From a processor and end-buyer perspective, there are several potential barriers to medium term forward supply arrangements and contracts including securing consistent and certain contracts with customers, the lack of a derivatives market, and guaranteeing the physical delivery quantity and quality of sheep and lambs from contracted producer suppliers.
There are a number of advantages and disadvantages of forward contract arrangements that have been identified with potential to impact on either the seller or buyer (Table 1).

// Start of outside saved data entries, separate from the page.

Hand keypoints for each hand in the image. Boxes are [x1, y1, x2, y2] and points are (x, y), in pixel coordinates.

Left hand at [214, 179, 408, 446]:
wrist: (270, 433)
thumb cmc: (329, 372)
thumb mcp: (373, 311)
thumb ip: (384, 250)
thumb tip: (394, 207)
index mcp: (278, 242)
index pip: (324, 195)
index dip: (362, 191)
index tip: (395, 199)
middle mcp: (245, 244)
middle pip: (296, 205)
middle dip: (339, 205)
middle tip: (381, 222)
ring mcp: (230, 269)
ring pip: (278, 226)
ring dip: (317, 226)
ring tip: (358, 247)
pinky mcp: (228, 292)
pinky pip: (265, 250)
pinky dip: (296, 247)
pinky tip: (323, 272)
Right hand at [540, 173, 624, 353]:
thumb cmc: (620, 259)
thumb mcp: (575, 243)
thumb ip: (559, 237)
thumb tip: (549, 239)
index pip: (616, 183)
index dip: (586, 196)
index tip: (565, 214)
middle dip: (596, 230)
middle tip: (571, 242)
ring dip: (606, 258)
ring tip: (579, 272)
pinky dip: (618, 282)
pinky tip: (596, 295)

Key advantages | Key disadvantages |
Manage risks | Reduced market flexibility |
Remove uncertainty, building market security and confidence | Price risk assumed by processor |
Reduce volatility for entire supply chain | Production risk for producer |
Income stability, providing improved budgeting and financial management | Spot market price deviates from forward contract price |
Enable infrastructure investment planning | Purchaser obtaining back to back commitments |
Enhance productivity and efficiency value through delivery to specifications | Potential market concentration |
Facilitate coordination among stages of production, and build value chain relationships between producer and downstream processor (aids information and data flows) | Risk of reduced competition in spot markets – greater use and adoption of forward contracts reduces the participation of buyers in spot markets (However, this is potentially offset by reduced supply in spot markets.) |
Increase supply chain infrastructure utilisation | Loss of price information – increased use of contracting may reduce availability of publicly available pricing transparency |
Increase confidence to grow sheep supply and assure adequate supply | Risk of not being paid |
Improved quality control | |
Potential alternative sources of finance and improved access to capital through income stability | |
Reduced transaction and financial costs | |
Intellectual property protection |
Source: various sources and industry engagement
The challenges to the development and implementation of a functional and effective medium term (six to 12 months) forward contracting supply system have been sufficiently overcome in other agricultural commodity sectors operating with and without derivative markets. Specific examples include the Australian pig and dairy industries and the growing use of short term (less than six months) physical forward contract arrangements in the beef and lamb industries in Eastern Australia.